Drug efflux. Bacteria can eliminate internalized toxic substances through a mechanism involving efflux pumps, which can be constitutively expressed or overexpressed under certain conditions. Many of these pumps have the capability to transport different types of substances. They are properly named multi-drug efflux pumps [20] and their increased number is generally associated to high-level of resistance to clinically significant bacterial infections [21][22].
Biofilm formation. In conditions of environmental stress, scarcity of nutrients, presence of antimicrobial molecules, some bacterial species can switch from a motile to a sessile lifestyle, named biofilm.
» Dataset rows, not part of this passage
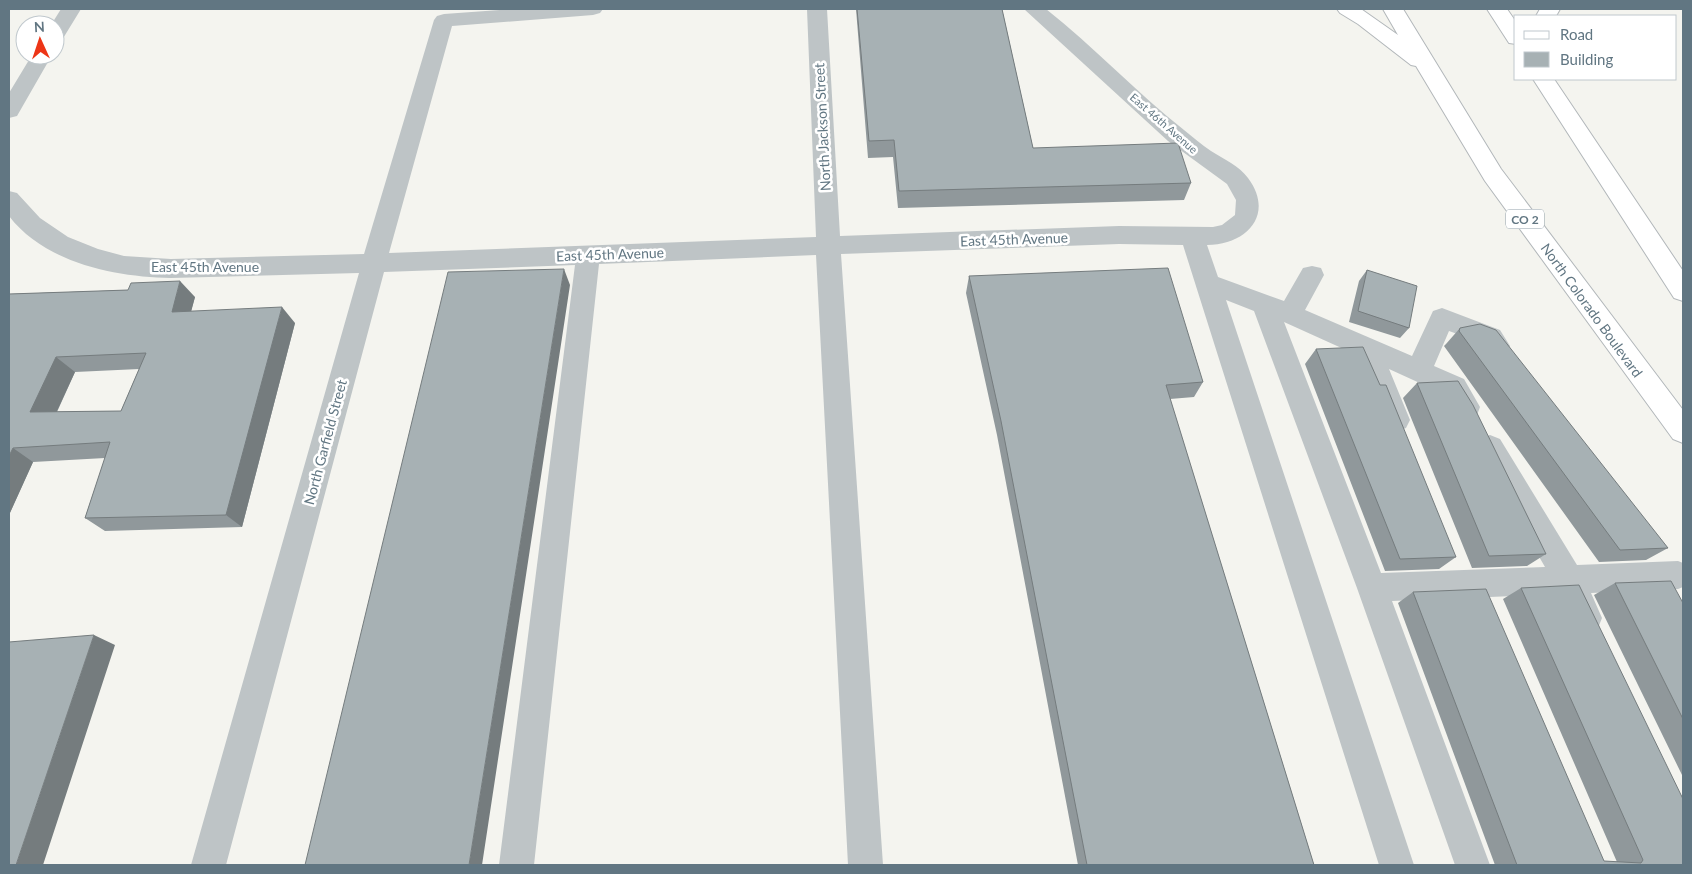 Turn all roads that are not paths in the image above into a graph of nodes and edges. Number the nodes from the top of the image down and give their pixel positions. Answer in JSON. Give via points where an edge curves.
{"nodes":[{"id":1,"x":593,"y":9,"type":"edge"},
{"id":2,"x":817,"y":9,"type":"edge"},
{"id":3,"x":1034,"y":9,"type":"edge"},
{"id":4,"x":1347,"y":9,"type":"edge"},
{"id":5,"x":1393,"y":9,"type":"edge"},
{"id":6,"x":1496,"y":9,"type":"edge"},
{"id":7,"x":1514,"y":35,"type":"edge"},
{"id":8,"x":36,"y":65,"type":"edge"},
{"id":9,"x":1427,"y":67,"type":"junction"},
{"id":10,"x":1544,"y":80,"type":"edge"},
{"id":11,"x":9,"y":111,"type":"edge"},
{"id":12,"x":14,"y":206,"type":"edge"},
{"id":13,"x":1202,"y":235,"type":"junction"},
{"id":14,"x":828,"y":246,"type":"junction"},
{"id":15,"x":588,"y":255,"type":"junction"},
{"id":16,"x":374,"y":263,"type":"junction"},
{"id":17,"x":1312,"y":275,"type":"dead end"},
{"id":18,"x":1208,"y":283,"type":"junction"},
{"id":19,"x":1683,"y":291,"type":"edge"},
{"id":20,"x":1277,"y":309,"type":"junction"},
{"id":21,"x":1367,"y":348,"type":"junction"},
{"id":22,"x":1515,"y":368,"type":"edge"},
{"id":23,"x":1418,"y":371,"type":"junction"},
{"id":24,"x":1683,"y":431,"type":"edge"},
{"id":25,"x":1407,"y":446,"type":"edge"},
{"id":26,"x":1673,"y":571,"type":"edge"},
{"id":27,"x":1569,"y":580,"type":"junction"},
{"id":28,"x":1372,"y":588,"type":"junction"},
{"id":29,"x":1599,"y":641,"type":"edge"},
{"id":30,"x":208,"y":865,"type":"edge"},
{"id":31,"x":516,"y":865,"type":"edge"},
{"id":32,"x":865,"y":865,"type":"edge"},
{"id":33,"x":1396,"y":865,"type":"edge"},
{"id":34,"x":1472,"y":865,"type":"edge"}],
"edges":[{"from":1,"to":16,"type":"street","name":"North Garfield Street","via":[[444,20]]},
{"from":2,"to":14,"type":"street","name":"North Jackson Street"},
{"from":3,"to":13,"type":"street","name":"East 46th Avenue","via":[[1182,140],[1241,184],[1248,200],[1247,217],[1225,234]]},
{"from":4,"to":9,"type":"main road"},
{"from":5,"to":9,"type":"main road","name":"North Colorado Boulevard","number":"CO 2"},
{"from":6,"to":7,"type":"main road"},
{"from":8,"to":11,"type":"street"},
{"from":9,"to":24,"type":"main road","name":"North Colorado Boulevard","number":"CO 2","via":[[1493,175]]},
{"from":10,"to":19,"type":"main road"},
{"from":12,"to":16,"type":"street","name":"East 45th Avenue","via":[[56,242],[125,265],[187,268]]},
{"from":13,"to":14,"type":"street","name":"East 45th Avenue"},
{"from":13,"to":18,"type":"street"},
{"from":14,"to":15,"type":"street","name":"East 45th Avenue"},
{"from":14,"to":32,"type":"street","name":"North Jackson Street"},
{"from":15,"to":16,"type":"street","name":"East 45th Avenue"},
{"from":15,"to":31,"type":"street"},
{"from":16,"to":30,"type":"street","name":"North Garfield Street"},
{"from":17,"to":20,"type":"street"},
{"from":18,"to":20,"type":"street"},
{"from":18,"to":33,"type":"street"},
{"from":20,"to":21,"type":"street"},
{"from":20,"to":28,"type":"street"},
{"from":21,"to":23,"type":"street"},
{"from":21,"to":25,"type":"street"},
{"from":22,"to":23,"type":"street","via":[[1491,337],[1442,318]]},
{"from":23,"to":27,"type":"street","via":[[1455,387]]},
{"from":26,"to":27,"type":"street"},
{"from":27,"to":28,"type":"street"},
{"from":27,"to":29,"type":"street"},
{"from":28,"to":34,"type":"street"}]} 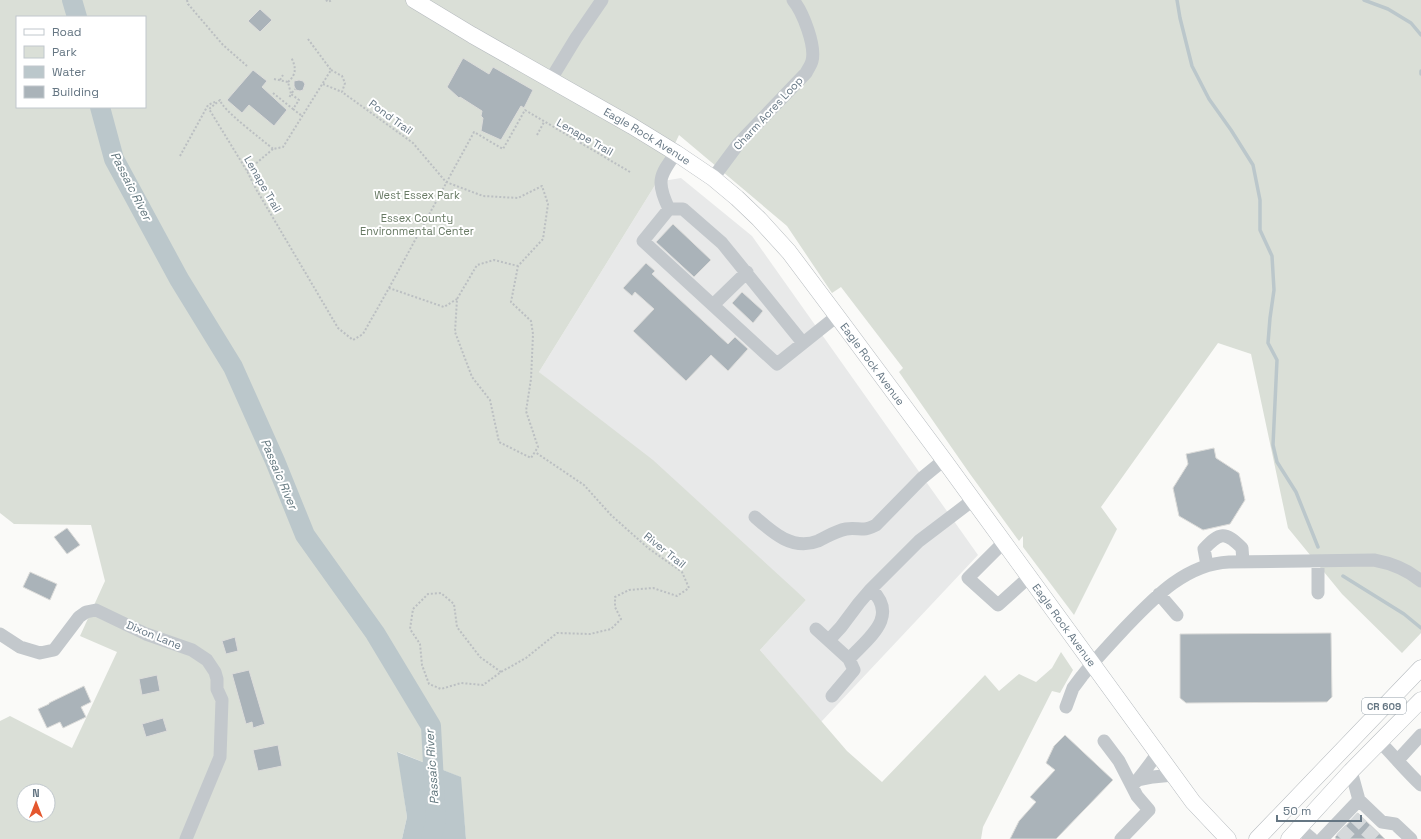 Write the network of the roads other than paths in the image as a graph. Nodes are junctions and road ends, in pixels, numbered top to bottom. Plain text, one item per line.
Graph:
1 (414, 0) edge
2 (602, 0) edge
3 (793, 0) edge
4 (551, 79) junction
5 (676, 153) junction
6 (713, 178) junction
7 (669, 209) junction
8 (747, 272) junction
9 (713, 305) junction
10 (837, 316) junction
11 (803, 343) junction
12 (944, 460) junction
13 (973, 500) junction
14 (755, 517) dead end
15 (1004, 542) junction
16 (1242, 562) junction
17 (1318, 562) junction
18 (1207, 565) junction
19 (1029, 577) junction
20 (1421, 581) edge
21 (871, 589) junction
22 (1318, 593) dead end
23 (1159, 594) junction
24 (1177, 615) dead end
25 (816, 629) dead end
26 (0, 634) edge
27 (829, 640) junction
28 (849, 659) junction
29 (1092, 663) junction
30 (1421, 668) edge
31 (832, 696) dead end
32 (1421, 701) edge
33 (1066, 707) dead end
34 (1421, 735) edge
35 (1104, 741) dead end
36 (1380, 742) junction
37 (1157, 754) junction
38 (1398, 760) junction
39 (1352, 771) junction
40 (1173, 775) junction
41 (1135, 783) junction
42 (1421, 786) edge
43 (1359, 800) junction
44 (1294, 834) edge
45 (186, 839) edge
46 (1121, 839) edge
47 (1228, 839) edge
48 (1257, 839) edge
49 (1312, 839) edge
50 (1322, 839) edge
51 (1411, 839) edge

1 - 4 main road, Eagle Rock Avenue
2 - 4 street
3 - 6 street, Charm Acres Loop
4 - 5 main road, Eagle Rock Avenue
5 - 6 main road, Eagle Rock Avenue
5 - 7 street
6 - 10 main road, Eagle Rock Avenue
7 - 8 street
7 - 9 street
8 - 9 street
8 - 11 street
9 - 11 street
10 - 11 street
10 - 12 main road, Eagle Rock Avenue
12 - 13 main road, Eagle Rock Avenue
12 - 14 street
13 - 15 main road, Eagle Rock Avenue
13 - 21 street
15 - 19 main road, Eagle Rock Avenue
15 - 19 street
16 - 17 street
16 - 18 street
16 - 18 street
17 - 20 street
17 - 22 street
18 - 23 street
19 - 29 main road, Eagle Rock Avenue
21 - 27 street
21 - 28 street
23 - 24 street
23 - 29 street
25 - 27 street
26 - 45 street, Dixon Lane
27 - 28 street
28 - 31 street
29 - 33 street
29 - 37 main road, Eagle Rock Avenue
30 - 48 main road, CR 609
32 - 36 main road, CR 609
34 - 38 street
35 - 41 street
36 - 38 street
36 - 39 main road, CR 609
37 - 40 main road, Eagle Rock Avenue
37 - 41 street
38 - 42 street
39 - 43 street
39 - 44 main road, CR 609
40 - 41 street
40 - 47 main road, Eagle Rock Avenue
41 - 46 street
43 - 50 street
43 - 51 street
44 - 49 street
This is a bacterial community able to colonize abiotic (e.g., medical devices and implants [23][24][25]) and biotic surfaces (e.g., human tissues [26][27][28]). Biofilm formation is a strategy used by pathogenic bacteria to protect themselves from the external stressful conditions by producing a thick and sticky extracellular matrix which contains DNA, proteins and polysaccharides. In addition, biofilm cells enter into a slow division rate, which weakens the effect of antibiotic molecules targeting specific cellular processes. Thus, biofilms are often associated to chronic infections and molecules capable to disrupt these communities and/or to inhibit their formation are highly demanded [29][30].
Figure 1. Schematic representation of the principal mechanisms of antibiotic resistance.